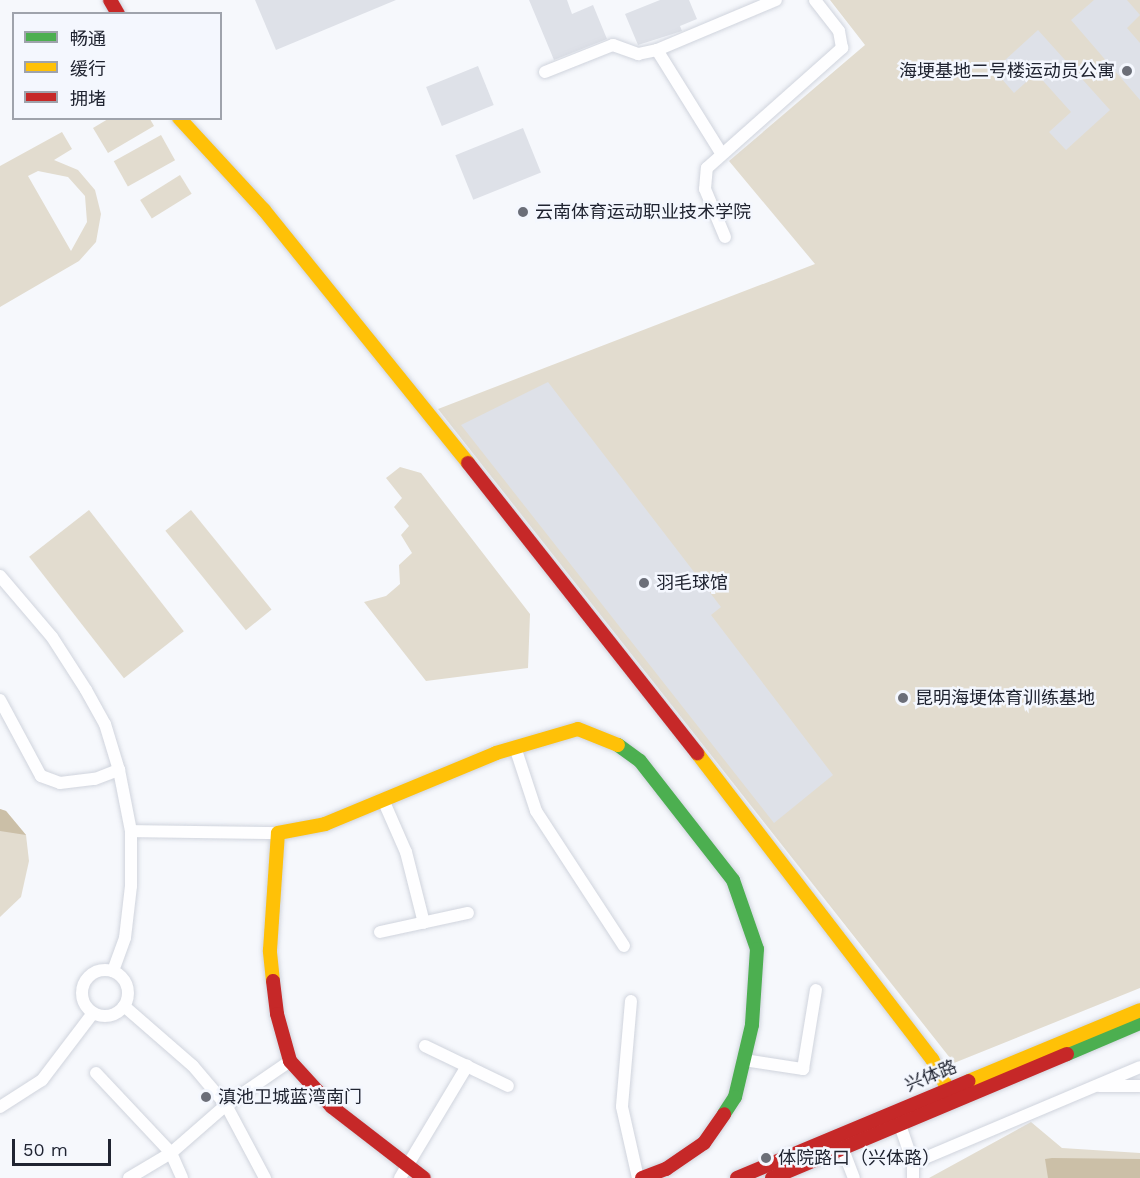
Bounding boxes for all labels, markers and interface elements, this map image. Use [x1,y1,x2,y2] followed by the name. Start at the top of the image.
[12,12,222,120] legend
[70,28,106,49] text: 畅通
[70,58,106,79] text: 缓行
[899,60,1115,82] place label: 海埂基地二号楼运动员公寓
[1120,64,1134,78] marker: 海埂基地二号楼运动员公寓
[70,88,106,109] text: 拥堵
[535,201,751,223] place label: 云南体育运动职业技术学院
[516,205,530,219] marker: 云南体育运动职业技术学院
[656,572,728,594] place label: 羽毛球馆
[637,576,651,590] marker: 羽毛球馆
[915,687,1095,709] place label: 昆明海埂体育训练基地
[896,691,910,705] marker: 昆明海埂体育训练基地
[902,1056,960,1096] street label: 兴体路
[218,1086,362,1108] place label: 滇池卫城蓝湾南门
[199,1090,213,1104] marker: 滇池卫城蓝湾南门
[15,1127,114,1165] scale bar
[23,1139,68,1160] text: 50 m
[778,1147,940,1169] place label: 体院路口（兴体路）
[759,1151,773,1165] marker: 体院路口（兴体路）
-----
* [EXERCISE OBJECTIVE]: The entries are to be restated word for word, with pictures omitted.

* [FINISHED EXERCISE]:
Bounding boxes for all labels, markers and interface elements, this map image. Use [x1,y1,x2,y2] followed by the name. Start at the top of the image.
[12,12,222,120] legend
[70,28,106,49] text: 畅通
[70,58,106,79] text: 缓行
[899,60,1115,82] place label: 海埂基地二号楼运动员公寓
[1120,64,1134,78] marker: 海埂基地二号楼运动员公寓
[70,88,106,109] text: 拥堵
[535,201,751,223] place label: 云南体育运动职业技术学院
[516,205,530,219] marker: 云南体育运动职业技术学院
[656,572,728,594] place label: 羽毛球馆
[637,576,651,590] marker: 羽毛球馆
[915,687,1095,709] place label: 昆明海埂体育训练基地
[896,691,910,705] marker: 昆明海埂体育训练基地
[902,1056,960,1096] street label: 兴体路
[218,1086,362,1108] place label: 滇池卫城蓝湾南门
[199,1090,213,1104] marker: 滇池卫城蓝湾南门
[15,1127,114,1165] scale bar
[23,1139,68,1160] text: 50 m
[778,1147,940,1169] place label: 体院路口（兴体路）
[759,1151,773,1165] marker: 体院路口（兴体路）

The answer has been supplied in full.